I tell you, the world is like that: There is a growing surliness in our lives today. People are bristling with sarcasms, law suits, hand guns, and nuclear warheads. We are a people at war in our relationships. From our marriages to our child-parent relationships, to our next-door neighbors, to our work relationships and on beyond, we are a people doing combat. Jesus continually taught revenge is not appropriate in the new kingdom. God is not a god of revenge. God does not punish the wicked and reward the good as we had thought.
The second snapshot is one of revelation.
The date was June 11, 1963; the place- The University of Alabama at Tuscaloosa. Vivian Malone, a young black woman, enrolled that day as a freshman. Federal troops ensured her entrance, but the doorway was blocked by Governor George Wallace. Holding out for segregation, the governor ultimately failed, and Ms. Malone became the first African-American to graduate from the University of Alabama. At her side that day was another young black student by the name of James Hood who was scared. So she slipped him a note; on it was this prayer: "Whatever may be our adversary this day, our Father, help us to face it with courage, for it can be conquered when thou art with us. In faith we pray in the name of Jesus. Amen."

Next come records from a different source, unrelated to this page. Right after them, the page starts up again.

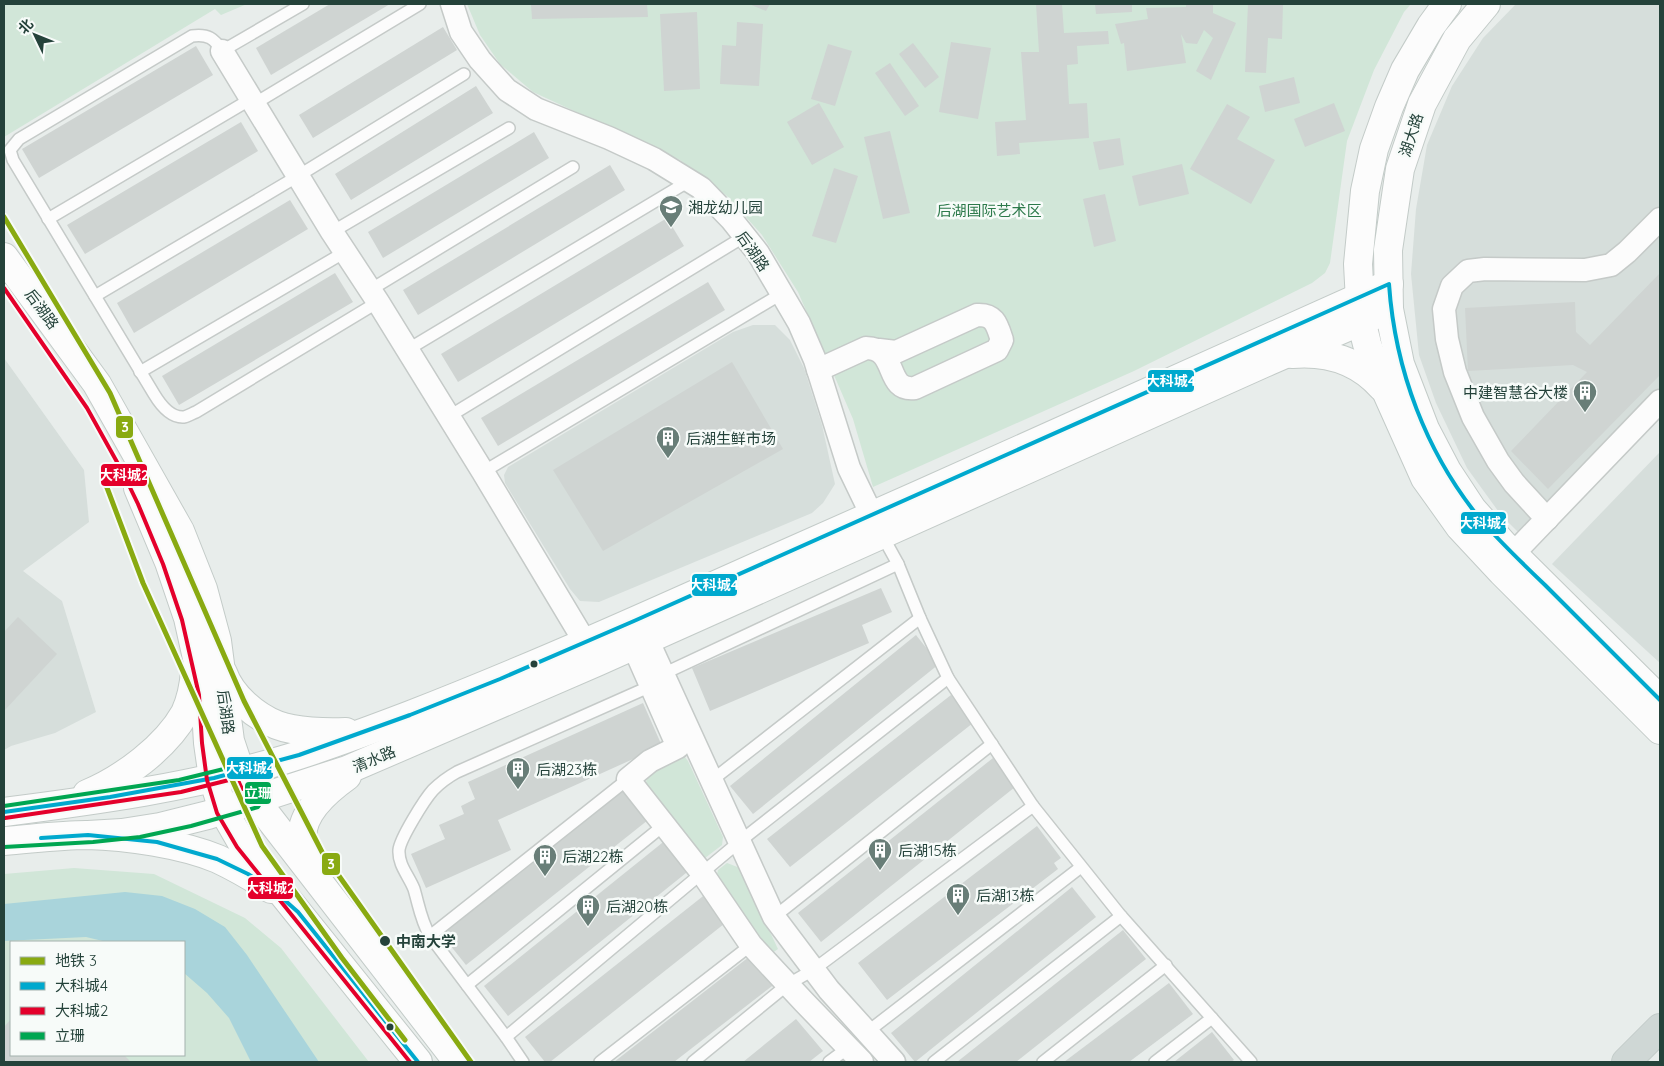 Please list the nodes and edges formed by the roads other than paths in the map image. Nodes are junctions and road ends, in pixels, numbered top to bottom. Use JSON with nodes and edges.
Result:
{"nodes":[{"id":1,"x":303,"y":4,"type":"edge"},
{"id":2,"x":420,"y":4,"type":"edge"},
{"id":3,"x":452,"y":4,"type":"edge"},
{"id":4,"x":1447,"y":4,"type":"edge"},
{"id":5,"x":1486,"y":4,"type":"edge"},
{"id":6,"x":222,"y":51,"type":"junction"},
{"id":7,"x":464,"y":74,"type":"dead end"},
{"id":8,"x":252,"y":101,"type":"junction"},
{"id":9,"x":509,"y":128,"type":"dead end"},
{"id":10,"x":572,"y":167,"type":"dead end"},
{"id":11,"x":298,"y":176,"type":"junction"},
{"id":12,"x":689,"y":181,"type":"junction"},
{"id":13,"x":48,"y":219,"type":"junction"},
{"id":14,"x":1660,"y":219,"type":"edge"},
{"id":15,"x":332,"y":232,"type":"junction"},
{"id":16,"x":744,"y":236,"type":"junction"},
{"id":17,"x":345,"y":252,"type":"junction"},
{"id":18,"x":4,"y":257,"type":"edge"},
{"id":19,"x":1358,"y":264,"type":"junction"},
{"id":20,"x":4,"y":278,"type":"edge"},
{"id":21,"x":781,"y":294,"type":"junction"},
{"id":22,"x":95,"y":296,"type":"junction"},
{"id":23,"x":374,"y":296,"type":"junction"},
{"id":24,"x":1389,"y":296,"type":"junction"},
{"id":25,"x":1361,"y":308,"type":"junction"},
{"id":26,"x":1319,"y":316,"type":"junction"},
{"id":27,"x":407,"y":350,"type":"junction"},
{"id":28,"x":879,"y":350,"type":"junction"},
{"id":29,"x":1269,"y":360,"type":"junction"},
{"id":30,"x":818,"y":370,"type":"junction"},
{"id":31,"x":140,"y":372,"type":"junction"},
{"id":32,"x":1385,"y":391,"type":"junction"},
{"id":33,"x":1660,"y":401,"type":"edge"},
{"id":34,"x":448,"y":417,"type":"junction"},
{"id":35,"x":483,"y":472,"type":"junction"},
{"id":36,"x":1546,"y":519,"type":"junction"},
{"id":37,"x":877,"y":526,"type":"junction"},
{"id":38,"x":1513,"y":554,"type":"junction"},
{"id":39,"x":898,"y":564,"type":"junction"},
{"id":40,"x":920,"y":618,"type":"junction"},
{"id":41,"x":194,"y":642,"type":"junction"},
{"id":42,"x":640,"y":642,"type":"junction"},
{"id":43,"x":591,"y":652,"type":"junction"},
{"id":44,"x":219,"y":659,"type":"junction"},
{"id":45,"x":948,"y":678,"type":"junction"},
{"id":46,"x":657,"y":680,"type":"junction"},
{"id":47,"x":1660,"y":700,"type":"edge"},
{"id":48,"x":382,"y":725,"type":"junction"},
{"id":49,"x":1660,"y":730,"type":"edge"},
{"id":50,"x":992,"y":744,"type":"junction"},
{"id":51,"x":371,"y":760,"type":"junction"},
{"id":52,"x":240,"y":771,"type":"junction"},
{"id":53,"x":213,"y":778,"type":"junction"},
{"id":54,"x":628,"y":779,"type":"junction"},
{"id":55,"x":711,"y":781,"type":"junction"},
{"id":56,"x":256,"y":800,"type":"junction"},
{"id":57,"x":59,"y":805,"type":"junction"},
{"id":58,"x":1033,"y":806,"type":"junction"},
{"id":59,"x":223,"y":810,"type":"junction"},
{"id":60,"x":4,"y":812,"type":"edge"},
{"id":61,"x":664,"y":826,"type":"junction"},
{"id":62,"x":88,"y":835,"type":"junction"},
{"id":63,"x":4,"y":841,"type":"edge"},
{"id":64,"x":739,"y":842,"type":"junction"},
{"id":65,"x":1082,"y":867,"type":"junction"},
{"id":66,"x":702,"y":872,"type":"junction"},
{"id":67,"x":324,"y":889,"type":"junction"},
{"id":68,"x":298,"y":912,"type":"junction"},
{"id":69,"x":1121,"y":916,"type":"junction"},
{"id":70,"x":774,"y":917,"type":"junction"},
{"id":71,"x":430,"y":936,"type":"junction"},
{"id":72,"x":751,"y":945,"type":"junction"},
{"id":73,"x":1166,"y":965,"type":"junction"},
{"id":74,"x":813,"y":970,"type":"junction"},
{"id":75,"x":467,"y":985,"type":"junction"},
{"id":76,"x":788,"y":985,"type":"junction"},
{"id":77,"x":1212,"y":1018,"type":"junction"},
{"id":78,"x":1660,"y":1028,"type":"edge"},
{"id":79,"x":866,"y":1033,"type":"junction"},
{"id":80,"x":506,"y":1037,"type":"junction"},
{"id":81,"x":855,"y":1055,"type":"edge"},
{"id":82,"x":418,"y":1062,"type":"edge"},
{"id":83,"x":458,"y":1062,"type":"edge"},
{"id":84,"x":523,"y":1062,"type":"edge"},
{"id":85,"x":600,"y":1062,"type":"edge"},
{"id":86,"x":693,"y":1062,"type":"edge"},
{"id":87,"x":829,"y":1062,"type":"edge"},
{"id":88,"x":894,"y":1062,"type":"edge"},
{"id":89,"x":934,"y":1062,"type":"edge"},
{"id":90,"x":1043,"y":1062,"type":"edge"},
{"id":91,"x":1155,"y":1062,"type":"edge"},
{"id":92,"x":1251,"y":1062,"type":"edge"},
{"id":93,"x":1626,"y":1062,"type":"edge"}],
"edges":[{"from":1,"to":6,"type":"lane"},
{"from":2,"to":8,"type":"lane"},
{"from":3,"to":12,"type":"street","name":"后湖路"},
{"from":4,"to":19,"type":"main road"},
{"from":5,"to":24,"type":"main road","name":"湖大路"},
{"from":6,"to":8,"type":"street"},
{"from":6,"to":13,"type":"lane"},
{"from":7,"to":11,"type":"lane"},
{"from":8,"to":11,"type":"street"},
{"from":8,"to":13,"type":"lane"},
{"from":9,"to":15,"type":"lane"},
{"from":10,"to":23,"type":"lane"},
{"from":11,"to":15,"type":"street"},
{"from":11,"to":22,"type":"lane"},
{"from":12,"to":16,"type":"street","name":"后湖路"},
{"from":12,"to":27,"type":"lane"},
{"from":13,"to":22,"type":"lane"},
{"from":14,"to":36,"type":"street"},
{"from":15,"to":17,"type":"street"},
{"from":16,"to":21,"type":"street","name":"后湖路"},
{"from":16,"to":34,"type":"lane"},
{"from":17,"to":23,"type":"street"},
{"from":17,"to":31,"type":"lane"},
{"from":18,"to":44,"type":"main road","name":"后湖路"},
{"from":19,"to":25,"type":"main road"},
{"from":19,"to":26,"type":"main road"},
{"from":20,"to":41,"type":"main road","name":"后湖路"},
{"from":21,"to":30,"type":"street","name":"后湖路"},
{"from":21,"to":35,"type":"lane"},
{"from":22,"to":31,"type":"lane"},
{"from":23,"to":27,"type":"street"},
{"from":23,"to":31,"type":"lane"},
{"from":24,"to":25,"type":"main road"},
{"from":24,"to":38,"type":"main road","name":"湖大路"},
{"from":25,"to":26,"type":"main road"},
{"from":25,"to":29,"type":"main road"},
{"from":25,"to":32,"type":"main road"},
{"from":26,"to":37,"type":"main road"},
{"from":27,"to":34,"type":"street"},
{"from":28,"to":28,"type":"street"},
{"from":28,"to":30,"type":"street"},
{"from":29,"to":32,"type":"main road"},
{"from":29,"to":37,"type":"main road"},
{"from":30,"to":37,"type":"street","name":"后湖路"},
{"from":32,"to":49,"type":"main road"},
{"from":33,"to":36,"type":"street"},
{"from":34,"to":35,"type":"street"},
{"from":35,"to":43,"type":"street"},
{"from":36,"to":38,"type":"street"},
{"from":37,"to":39,"type":"lane"},
{"from":37,"to":42,"type":"main road","name":"清水路"},
{"from":37,"to":43,"type":"main road"},
{"from":38,"to":47,"type":"main road","name":"湖大路"},
{"from":39,"to":40,"type":"lane"},
{"from":39,"to":46,"type":"lane"},
{"from":40,"to":45,"type":"lane"},
{"from":40,"to":55,"type":"lane"},
{"from":41,"to":53,"type":"main road","name":"后湖路"},
{"from":41,"to":57,"type":"main road"},
{"from":42,"to":43,"type":"main road","name":"清水路"},
{"from":42,"to":46,"type":"street"},
{"from":43,"to":48,"type":"main road"},
{"from":43,"to":51,"type":"main road","name":"清水路"},
{"from":44,"to":48,"type":"main road"},
{"from":44,"to":52,"type":"main road","name":"后湖路"},
{"from":45,"to":50,"type":"lane"},
{"from":45,"to":64,"type":"lane"},
{"from":46,"to":54,"type":"street"},
{"from":46,"to":55,"type":"street"},
{"from":46,"to":71,"type":"lane"},
{"from":48,"to":52,"type":"main road"},
{"from":50,"to":58,"type":"lane"},
{"from":50,"to":70,"type":"lane"},
{"from":51,"to":56,"type":"main road","name":"清水路"},
{"from":51,"to":67,"type":"main road"},
{"from":52,"to":53,"type":"main road"},
{"from":52,"to":56,"type":"main road","name":"后湖路"},
{"from":53,"to":57,"type":"main road"},
{"from":53,"to":59,"type":"main road","name":"后湖路"},
{"from":54,"to":61,"type":"street"},
{"from":54,"to":71,"type":"lane"},
{"from":55,"to":64,"type":"street"},
{"from":56,"to":59,"type":"main road","name":"清水路"},
{"from":56,"to":67,"type":"main road","name":"后湖路"},
{"from":57,"to":60,"type":"main road"},
{"from":58,"to":65,"type":"lane"},
{"from":58,"to":74,"type":"lane"},
{"from":59,"to":62,"type":"main road","name":"清水路"},
{"from":59,"to":68,"type":"main road","name":"后湖路"},
{"from":61,"to":66,"type":"street"},
{"from":61,"to":75,"type":"lane"},
{"from":62,"to":63,"type":"main road"},
{"from":62,"to":68,"type":"main road"},
{"from":64,"to":66,"type":"lane"},
{"from":64,"to":70,"type":"street"},
{"from":65,"to":69,"type":"lane"},
{"from":65,"to":79,"type":"lane"},
{"from":66,"to":72,"type":"street"},
{"from":66,"to":80,"type":"lane"},
{"from":67,"to":83,"type":"main road","name":"后湖路"},
{"from":68,"to":82,"type":"main road","name":"后湖路"},
{"from":69,"to":73,"type":"lane"},
{"from":69,"to":89,"type":"lane"},
{"from":70,"to":74,"type":"street"},
{"from":71,"to":75,"type":"lane"},
{"from":72,"to":76,"type":"street"},
{"from":72,"to":85,"type":"lane"},
{"from":73,"to":77,"type":"lane"},
{"from":73,"to":90,"type":"lane"},
{"from":74,"to":76,"type":"lane"},
{"from":74,"to":79,"type":"street"},
{"from":75,"to":80,"type":"lane"},
{"from":76,"to":81,"type":"street"},
{"from":76,"to":86,"type":"lane"},
{"from":77,"to":91,"type":"lane"},
{"from":77,"to":92,"type":"lane"},
{"from":78,"to":93,"type":"main road"},
{"from":79,"to":88,"type":"street"},
{"from":80,"to":84,"type":"lane"},
{"from":81,"to":87,"type":"lane"}]}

Years later, after an assassination attempt and a deep change of heart, Wallace was rolled in his wheelchair into the Dexter Avenue Baptist Church in Montgomery, and there asked forgiveness. More particularly, the former governor regretted how he had treated Vivian and sought her forgiveness face to face. He wanted to make amends before he died. At their meeting, Vivian told him that she had forgiven him years earlier. She explained: "This may sound weird. I'm a Christian, and I grew up in the church. And I was taught that no other person was better than I- that we were all equal in the eyes of God. I was also taught that you forgive people, no matter what. And that was why I had to do it. I didn't feel as if I had a choice."

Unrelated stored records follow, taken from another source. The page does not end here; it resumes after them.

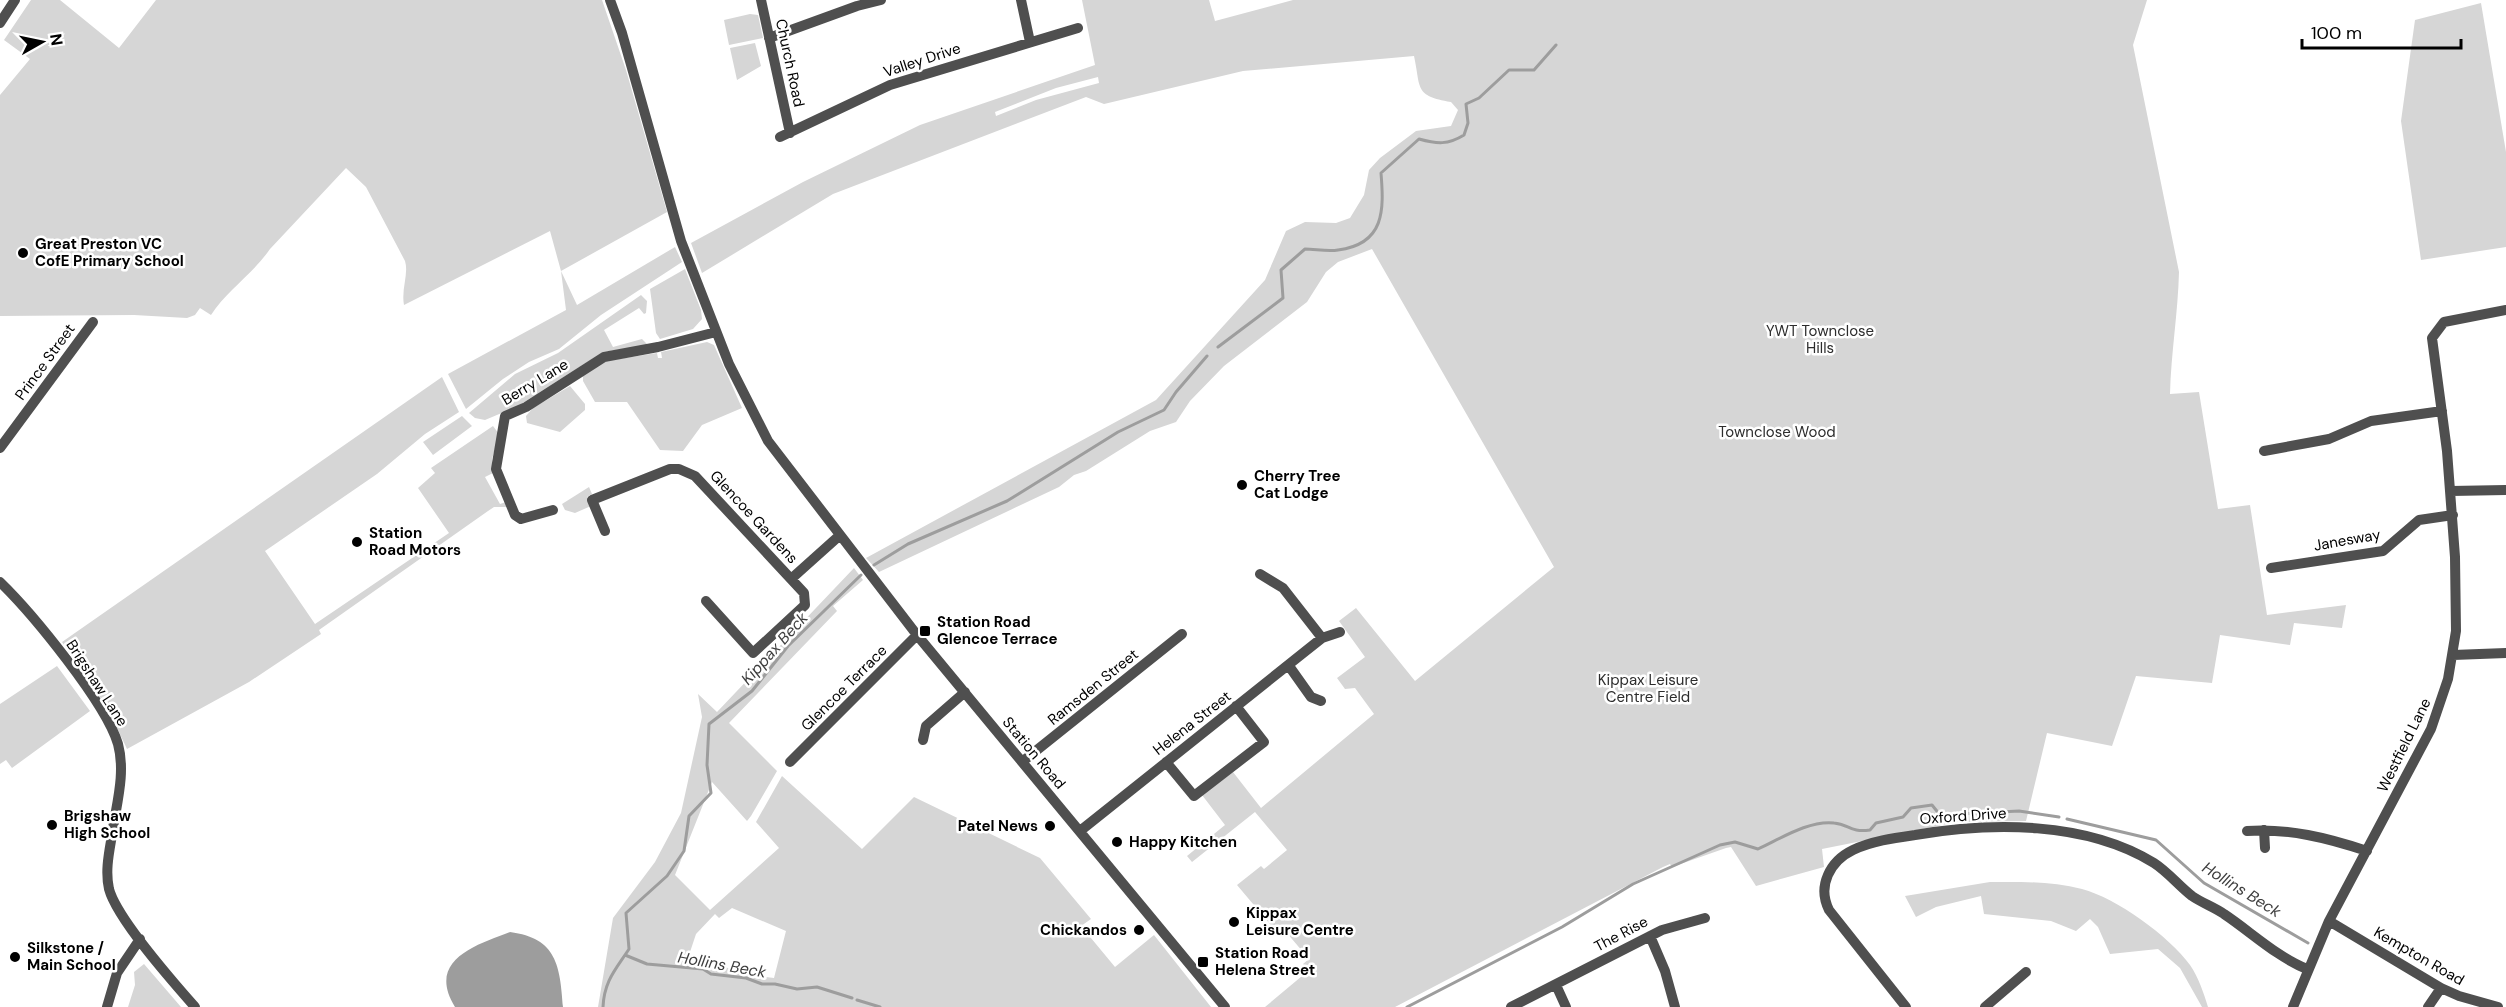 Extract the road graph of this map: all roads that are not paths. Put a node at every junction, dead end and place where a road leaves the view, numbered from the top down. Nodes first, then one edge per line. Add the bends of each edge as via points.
1 (15, 0) edge
2 (610, 0) edge
3 (761, 0) edge
4 (881, 0) edge
5 (1021, 0) edge
6 (0, 23) edge
7 (1078, 28) dead end
8 (769, 38) junction
9 (1030, 42) junction
10 (785, 135) joint
11 (2506, 310) edge
12 (93, 322) dead end
13 (716, 332) junction
14 (2442, 411) junction
15 (0, 448) edge
16 (2264, 451) dead end
17 (2506, 489) edge
18 (2451, 491) junction
19 (553, 510) dead end
20 (2453, 515) junction
21 (605, 531) dead end
22 (839, 536) junction
23 (2271, 568) dead end
24 (1260, 574) dead end
25 (791, 579) junction
26 (0, 582) edge
27 (706, 601) dead end
28 (1340, 632) dead end
29 (1182, 634) dead end
30 (917, 635) junction
31 (1322, 638) junction
32 (2506, 653) edge
33 (2453, 655) junction
34 (1289, 666) junction
35 (965, 692) junction
36 (1321, 701) dead end
37 (1236, 706) junction
38 (923, 740) dead end
39 (790, 762) dead end
40 (1022, 762) junction
41 (1167, 762) junction
42 (2264, 830) junction
43 (1080, 831) junction
44 (2247, 831) dead end
45 (2265, 848) dead end
46 (2367, 851) junction
47 (1705, 918) dead end
48 (2329, 921) junction
49 (1650, 936) junction
50 (140, 939) junction
51 (2307, 969) junction
52 (2026, 972) dead end
53 (1556, 985) junction
54 (2441, 988) junction
55 (107, 1007) edge
56 (195, 1007) edge
57 (1225, 1007) edge
58 (1511, 1007) edge
59 (1566, 1007) edge
60 (1675, 1007) edge
61 (1906, 1007) edge
62 (1985, 1007) edge
63 (2293, 1007) edge
64 (2428, 1007) edge
65 (2498, 1007) edge

1 - 6 street
2 - 13 street via 681,241
3 - 8 street, Church Road
4 - 8 street
5 - 9 street
7 - 9 street, Valley Drive
8 - 10 street, Church Road
9 - 10 street, Valley Drive via 890,85
11 - 14 street, Westfield Lane via 2450,320 2434,332 2432,344
12 - 15 street, Prince Street
13 - 19 street, Berry Lane via 604,357 526,407 505,416 496,469 515,515 521,519
13 - 22 street, Station Road via 768,441
14 - 16 street via 2371,421 2329,439
14 - 18 street, Westfield Lane
17 - 18 street
18 - 20 street, Westfield Lane
20 - 23 street, Janesway via 2419,520 2384,551
20 - 33 street, Westfield Lane
21 - 25 street, Glencoe Gardens via 592,500 662,471 679,469 695,476
22 - 25 street, Glencoe Gardens
22 - 30 street, Station Road
24 - 31 street via 1283,588
25 - 27 street, Glencoe Gardens via 804,593 805,605 753,653
26 - 50 street, Brigshaw Lane via 72,668 114,734 121,765 107,862 109,887 116,905
28 - 31 street
29 - 40 street, Ramsden Street
30 - 35 street, Station Road
30 - 39 street, Glencoe Terrace
31 - 34 street, Helena Street
32 - 33 street
33 - 46 street, Westfield Lane via 2432,729
34 - 36 street via 1311,697
34 - 37 street, Helena Street
35 - 38 street via 926,726
35 - 40 street, Station Road
37 - 41 street, Helena Street
37 - 41 street via 1264,742 1194,796
40 - 43 street, Station Road
41 - 43 street, Helena Street
42 - 44 street
42 - 45 street
42 - 46 street via 2332,840
43 - 57 street, Station Road
46 - 48 street, Westfield Lane
47 - 49 street, The Rise via 1676,924
48 - 51 street, Westfield Lane
48 - 54 street, Kempton Road
49 - 53 street, The Rise
49 - 60 street
50 - 55 street via 117,973
50 - 56 street, Brigshaw Lane
51 - 61 street, Oxford Drive via 2193,897 2157,865 2134,853 2060,831 1970,828 1861,847 1840,858 1827,878 1825,898 1829,910
51 - 63 street, Westfield Lane
52 - 62 street
53 - 58 street, The Rise
53 - 59 street
54 - 64 street
54 - 65 street, Kempton Road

The third snapshot is one of trust and love. Instead of revenge or of simply giving us the revelation of faith, God trusts us and loves us. Jesus explained that we were created in his image to be peacemakers. What is it to you, if you love those who love you. What you need to learn is how to love your enemies. And you can satisfy that human longing for revenge through non-violent resistance. It is more powerful that all the armies of the world. God says, I trust in you! You shall be my peacemakers as love overcomes revenge and hate. In Holy Communion those three snapshots come together. Together with Christians throughout the world we hear God's Word telling us that we are forgiven, even as we doubt it! We still have images of a punishing God. We have learned the REVEALED word of God and yet our faith is weak and it doesn’t seem to fit the nature of our world. So to reinforce his Word – Christ says do this in remembrance of me, in remembrance of God’s new law and covenant, in remembrance of that still small voice. So God becomes the ultimate banquet caterer reminding us that we are loved and forgiven; reminding us that God trusts in us!. In response, we are transformed from human beings bent on revenge to our true nature as children of God acting out the things God seeks in bringing peace on earth, good will to all people. In that amazing transformation, God forgives our weaknesses, God trusts us to do God’s will, God changes us and empowers us!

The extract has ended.